The exercise asks you to copy every line below in which "nodes" appears.

▶ _Material for this task_
┌────────

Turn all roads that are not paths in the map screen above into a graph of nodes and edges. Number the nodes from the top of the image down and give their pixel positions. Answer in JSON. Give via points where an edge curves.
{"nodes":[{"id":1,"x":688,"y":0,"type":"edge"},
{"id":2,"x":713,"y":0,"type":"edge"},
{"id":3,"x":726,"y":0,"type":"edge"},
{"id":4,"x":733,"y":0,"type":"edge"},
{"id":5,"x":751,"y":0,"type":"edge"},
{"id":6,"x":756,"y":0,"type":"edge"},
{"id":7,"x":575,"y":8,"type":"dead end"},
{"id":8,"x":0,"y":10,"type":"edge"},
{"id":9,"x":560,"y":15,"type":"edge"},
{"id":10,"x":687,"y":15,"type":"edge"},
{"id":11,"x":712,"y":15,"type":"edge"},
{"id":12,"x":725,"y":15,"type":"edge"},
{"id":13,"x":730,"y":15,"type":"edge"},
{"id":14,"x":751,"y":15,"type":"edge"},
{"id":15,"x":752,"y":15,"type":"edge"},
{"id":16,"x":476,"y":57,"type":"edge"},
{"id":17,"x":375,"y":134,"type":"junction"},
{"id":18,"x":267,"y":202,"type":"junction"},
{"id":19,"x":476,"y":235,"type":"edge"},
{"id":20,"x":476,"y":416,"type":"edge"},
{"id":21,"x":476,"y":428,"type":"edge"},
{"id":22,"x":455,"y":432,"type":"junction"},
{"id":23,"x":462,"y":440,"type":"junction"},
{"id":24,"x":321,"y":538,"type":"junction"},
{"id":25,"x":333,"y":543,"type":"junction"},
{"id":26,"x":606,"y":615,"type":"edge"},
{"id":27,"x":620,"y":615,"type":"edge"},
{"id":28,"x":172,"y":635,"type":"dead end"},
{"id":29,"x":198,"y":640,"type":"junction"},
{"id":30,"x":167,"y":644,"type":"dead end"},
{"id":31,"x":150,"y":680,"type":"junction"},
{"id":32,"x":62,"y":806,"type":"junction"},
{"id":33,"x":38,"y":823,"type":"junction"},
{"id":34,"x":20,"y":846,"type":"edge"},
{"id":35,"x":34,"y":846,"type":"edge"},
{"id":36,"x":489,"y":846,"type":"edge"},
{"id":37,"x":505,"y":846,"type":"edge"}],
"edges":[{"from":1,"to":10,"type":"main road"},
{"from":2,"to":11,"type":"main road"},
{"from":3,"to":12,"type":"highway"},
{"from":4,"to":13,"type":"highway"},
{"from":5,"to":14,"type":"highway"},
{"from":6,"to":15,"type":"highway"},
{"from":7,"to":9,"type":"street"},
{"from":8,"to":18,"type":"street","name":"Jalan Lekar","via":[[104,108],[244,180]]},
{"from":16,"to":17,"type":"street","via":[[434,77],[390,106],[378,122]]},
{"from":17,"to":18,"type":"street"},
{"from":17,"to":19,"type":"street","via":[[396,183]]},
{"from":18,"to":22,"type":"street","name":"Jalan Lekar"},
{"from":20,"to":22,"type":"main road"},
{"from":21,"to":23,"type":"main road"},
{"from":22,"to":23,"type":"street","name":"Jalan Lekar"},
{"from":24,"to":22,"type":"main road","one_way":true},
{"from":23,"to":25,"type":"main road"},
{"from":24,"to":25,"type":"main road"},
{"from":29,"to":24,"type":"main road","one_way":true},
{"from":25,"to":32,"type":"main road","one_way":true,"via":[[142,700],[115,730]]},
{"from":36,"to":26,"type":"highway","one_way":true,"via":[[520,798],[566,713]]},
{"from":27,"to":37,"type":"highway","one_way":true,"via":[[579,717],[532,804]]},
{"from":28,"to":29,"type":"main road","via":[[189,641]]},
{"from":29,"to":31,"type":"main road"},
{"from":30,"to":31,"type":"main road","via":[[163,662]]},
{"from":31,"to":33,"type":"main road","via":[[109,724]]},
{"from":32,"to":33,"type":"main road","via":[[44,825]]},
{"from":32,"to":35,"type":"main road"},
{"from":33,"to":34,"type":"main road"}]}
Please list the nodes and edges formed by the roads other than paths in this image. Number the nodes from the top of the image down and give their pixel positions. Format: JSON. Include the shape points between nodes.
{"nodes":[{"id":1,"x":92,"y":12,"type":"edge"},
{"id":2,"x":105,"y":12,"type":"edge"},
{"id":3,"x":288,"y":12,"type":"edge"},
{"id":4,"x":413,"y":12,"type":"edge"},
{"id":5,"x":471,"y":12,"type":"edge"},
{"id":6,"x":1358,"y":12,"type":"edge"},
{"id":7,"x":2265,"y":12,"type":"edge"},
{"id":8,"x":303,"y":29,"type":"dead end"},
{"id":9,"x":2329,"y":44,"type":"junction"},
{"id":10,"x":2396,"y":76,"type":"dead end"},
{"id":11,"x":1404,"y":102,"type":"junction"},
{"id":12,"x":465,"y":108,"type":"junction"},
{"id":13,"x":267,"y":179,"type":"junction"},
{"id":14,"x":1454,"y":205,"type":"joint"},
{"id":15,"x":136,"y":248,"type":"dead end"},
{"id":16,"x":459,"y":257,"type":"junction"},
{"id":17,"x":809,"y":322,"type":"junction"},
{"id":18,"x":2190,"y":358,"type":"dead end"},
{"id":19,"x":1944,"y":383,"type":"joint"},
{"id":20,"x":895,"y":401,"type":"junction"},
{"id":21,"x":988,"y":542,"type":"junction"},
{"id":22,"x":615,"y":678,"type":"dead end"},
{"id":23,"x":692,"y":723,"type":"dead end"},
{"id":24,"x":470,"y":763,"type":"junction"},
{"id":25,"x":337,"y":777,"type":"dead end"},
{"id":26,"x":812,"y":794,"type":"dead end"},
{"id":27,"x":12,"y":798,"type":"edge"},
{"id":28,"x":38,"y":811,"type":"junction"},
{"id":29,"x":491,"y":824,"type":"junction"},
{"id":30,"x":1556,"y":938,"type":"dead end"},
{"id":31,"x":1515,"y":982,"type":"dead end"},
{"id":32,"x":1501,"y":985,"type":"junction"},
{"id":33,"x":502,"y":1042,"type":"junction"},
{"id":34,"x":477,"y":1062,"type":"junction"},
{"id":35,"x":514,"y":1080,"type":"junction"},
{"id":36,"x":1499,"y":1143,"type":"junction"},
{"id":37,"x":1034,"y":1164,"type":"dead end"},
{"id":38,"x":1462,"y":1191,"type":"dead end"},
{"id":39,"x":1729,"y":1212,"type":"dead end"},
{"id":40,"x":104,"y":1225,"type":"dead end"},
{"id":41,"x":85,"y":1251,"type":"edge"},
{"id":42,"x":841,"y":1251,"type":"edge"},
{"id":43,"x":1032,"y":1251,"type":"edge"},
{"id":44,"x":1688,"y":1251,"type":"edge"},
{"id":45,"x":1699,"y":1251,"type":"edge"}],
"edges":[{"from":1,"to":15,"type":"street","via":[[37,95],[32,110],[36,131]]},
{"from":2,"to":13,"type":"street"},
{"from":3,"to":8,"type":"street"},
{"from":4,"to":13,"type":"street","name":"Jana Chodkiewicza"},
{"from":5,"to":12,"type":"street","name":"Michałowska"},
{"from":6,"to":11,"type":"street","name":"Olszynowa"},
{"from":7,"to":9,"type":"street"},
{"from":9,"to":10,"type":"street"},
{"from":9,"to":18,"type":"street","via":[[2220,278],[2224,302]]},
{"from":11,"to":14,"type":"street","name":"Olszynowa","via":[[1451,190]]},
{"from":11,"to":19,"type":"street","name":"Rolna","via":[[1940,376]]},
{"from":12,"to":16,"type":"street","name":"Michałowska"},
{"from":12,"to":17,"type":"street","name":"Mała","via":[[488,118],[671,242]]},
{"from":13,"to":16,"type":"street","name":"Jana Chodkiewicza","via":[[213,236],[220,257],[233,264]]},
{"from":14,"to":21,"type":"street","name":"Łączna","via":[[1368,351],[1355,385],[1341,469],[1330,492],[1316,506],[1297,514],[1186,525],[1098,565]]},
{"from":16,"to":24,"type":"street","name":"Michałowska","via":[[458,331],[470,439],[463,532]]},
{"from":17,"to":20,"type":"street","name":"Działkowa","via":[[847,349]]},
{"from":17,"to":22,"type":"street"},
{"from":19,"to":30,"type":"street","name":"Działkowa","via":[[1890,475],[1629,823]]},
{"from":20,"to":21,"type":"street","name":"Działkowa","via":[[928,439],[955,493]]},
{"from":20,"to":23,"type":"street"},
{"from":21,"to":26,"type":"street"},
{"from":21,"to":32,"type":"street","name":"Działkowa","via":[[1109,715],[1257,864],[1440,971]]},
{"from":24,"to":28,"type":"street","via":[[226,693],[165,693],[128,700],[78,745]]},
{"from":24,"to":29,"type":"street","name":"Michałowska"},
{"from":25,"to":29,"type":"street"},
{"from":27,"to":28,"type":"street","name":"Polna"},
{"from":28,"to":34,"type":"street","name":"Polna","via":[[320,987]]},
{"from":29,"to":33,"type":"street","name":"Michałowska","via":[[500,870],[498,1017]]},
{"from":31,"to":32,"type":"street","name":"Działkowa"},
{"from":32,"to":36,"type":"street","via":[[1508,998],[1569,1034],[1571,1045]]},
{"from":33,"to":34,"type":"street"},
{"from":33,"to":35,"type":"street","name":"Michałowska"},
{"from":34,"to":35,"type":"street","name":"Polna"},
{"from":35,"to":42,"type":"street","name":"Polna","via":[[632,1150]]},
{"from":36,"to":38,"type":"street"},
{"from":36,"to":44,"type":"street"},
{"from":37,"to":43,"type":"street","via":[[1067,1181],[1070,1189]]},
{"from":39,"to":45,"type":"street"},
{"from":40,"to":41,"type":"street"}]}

└────────

▶ _Solved problem_
Turn all roads that are not paths in the map screen above into a graph of nodes and edges. Number the nodes from the top of the image down and give their pixel positions. Answer in JSON. Give via points where an edge curves.
{"nodes":[{"id":1,"x":688,"y":0,"type":"edge"},
Please list the nodes and edges formed by the roads other than paths in this image. Number the nodes from the top of the image down and give their pixel positions. Format: JSON. Include the shape points between nodes.
{"nodes":[{"id":1,"x":92,"y":12,"type":"edge"},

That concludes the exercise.